EU droht Pharmaindustrie

EU Ratspräsident Charles Michel veröffentlichte jetzt einen Brief an eine Reihe von Mitgliedsländern, der handfeste Drohungen gegenüber der Pharmaindustrie enthält: Wenn die Konflikte nicht durch Verhandlungen gelöst werden könnten, werde die EU "alle rechtlichen Schritte und Maßnahmen zur Durchsetzung ergreifen, die ihr nach dem Krisenmechanismus der EU-Verträge zur Verfügung stehen". Dadurch würden die Mitgliedsstaaten die rechtliche Möglichkeit erhalten, durch Notmaßnahmen die effektive Impfstoffproduktion und die Versorgung ihrer Bürger zu sichern.

EU Ratspräsident Charles Michel droht mit Notmaßnahmen der EUBild: European Union/Xinhua/picture alliance

Das scheint auf die Erteilung von Zwangslizenzen zu deuten, ein Weg, den eine Reihe von EU-Abgeordneten zunehmend unterstützen. Der belgische Abgeordnete Marc Botenga sieht dafür zwei Wege. Zum einen könne man die Weitergabe der Rechte über die Weltgesundheitsorganisation beantragen, zum anderen über die Welthandelsorganisation. Dort liege bereits ein entsprechender Antrag von Südafrika und Indien vor. Wenn die EU mit beiden Ländern eine Koalition eingehen würde, könnte ein solcher Antrag politisches Gewicht bekommen.

Es sei die konservative Idee von der Unantastbarkeit geistigen Eigentums, die die Kommission bisher von solchen Schritten abgehalten hätte, so Botenga. "In einer solchen Krise wie dieser Pandemie muss man unkonventionell denken", plädiert er. Schließlich habe die EU durch ihre finanzielle Unterstützung das Risiko für die Entwicklung der Impfstoffe weitgehend übernommen und damit die Pharmakonzerne entlastet. Deswegen sei es nur richtig, wenn sie jetzt die Rechte teilten.
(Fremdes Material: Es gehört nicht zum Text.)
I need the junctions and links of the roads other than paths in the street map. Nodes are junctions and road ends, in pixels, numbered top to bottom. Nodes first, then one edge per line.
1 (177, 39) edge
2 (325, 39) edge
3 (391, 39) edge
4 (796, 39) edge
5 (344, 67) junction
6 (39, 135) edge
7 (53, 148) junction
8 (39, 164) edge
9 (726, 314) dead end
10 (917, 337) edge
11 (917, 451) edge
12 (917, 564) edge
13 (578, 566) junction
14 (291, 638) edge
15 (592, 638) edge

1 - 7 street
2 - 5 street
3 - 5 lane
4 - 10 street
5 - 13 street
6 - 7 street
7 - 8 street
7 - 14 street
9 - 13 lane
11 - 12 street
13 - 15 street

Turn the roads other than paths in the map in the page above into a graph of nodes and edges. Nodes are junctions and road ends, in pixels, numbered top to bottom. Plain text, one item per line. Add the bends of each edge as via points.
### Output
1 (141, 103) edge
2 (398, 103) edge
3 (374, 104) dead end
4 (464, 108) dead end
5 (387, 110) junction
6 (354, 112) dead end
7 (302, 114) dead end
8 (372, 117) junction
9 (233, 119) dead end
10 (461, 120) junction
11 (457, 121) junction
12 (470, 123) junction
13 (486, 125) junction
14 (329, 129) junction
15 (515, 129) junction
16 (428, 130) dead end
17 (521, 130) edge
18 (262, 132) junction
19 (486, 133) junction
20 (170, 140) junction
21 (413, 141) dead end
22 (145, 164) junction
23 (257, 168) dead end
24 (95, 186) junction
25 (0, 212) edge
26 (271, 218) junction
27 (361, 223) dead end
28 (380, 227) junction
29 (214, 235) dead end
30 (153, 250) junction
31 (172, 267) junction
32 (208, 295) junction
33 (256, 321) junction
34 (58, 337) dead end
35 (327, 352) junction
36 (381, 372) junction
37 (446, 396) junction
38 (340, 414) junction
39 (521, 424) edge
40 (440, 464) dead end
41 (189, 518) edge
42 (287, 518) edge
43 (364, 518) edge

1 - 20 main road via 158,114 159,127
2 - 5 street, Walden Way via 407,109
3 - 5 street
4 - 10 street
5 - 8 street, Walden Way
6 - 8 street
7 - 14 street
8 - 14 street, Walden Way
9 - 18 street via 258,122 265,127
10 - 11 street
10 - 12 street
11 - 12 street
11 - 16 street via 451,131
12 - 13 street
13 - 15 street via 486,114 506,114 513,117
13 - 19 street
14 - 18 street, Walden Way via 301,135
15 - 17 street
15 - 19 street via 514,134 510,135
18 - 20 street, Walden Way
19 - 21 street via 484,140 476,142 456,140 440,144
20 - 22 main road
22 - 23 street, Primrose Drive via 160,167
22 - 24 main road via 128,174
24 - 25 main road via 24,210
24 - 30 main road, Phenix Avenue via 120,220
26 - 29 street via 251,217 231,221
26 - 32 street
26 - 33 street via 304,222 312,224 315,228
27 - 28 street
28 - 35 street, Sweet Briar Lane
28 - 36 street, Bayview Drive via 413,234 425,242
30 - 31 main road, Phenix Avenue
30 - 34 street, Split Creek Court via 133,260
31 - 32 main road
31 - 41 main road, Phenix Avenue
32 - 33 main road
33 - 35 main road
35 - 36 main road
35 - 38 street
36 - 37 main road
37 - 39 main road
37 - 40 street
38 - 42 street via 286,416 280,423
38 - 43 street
Würden solche Lizenzen erteilt, könnten weitere Impfstoffhersteller in die Produktion einbezogen und die Herstellung international beschleunigt werden. Und schließlich solle die EU die Rechte am geistigen Eigentum nicht dauerhaft aushebeln. "Die Pandemie ist eine Ausnahme." Und wenn sich genug große Mitgliedsländer verbündeten, ließen sich die gegenwärtigen Probleme lösen.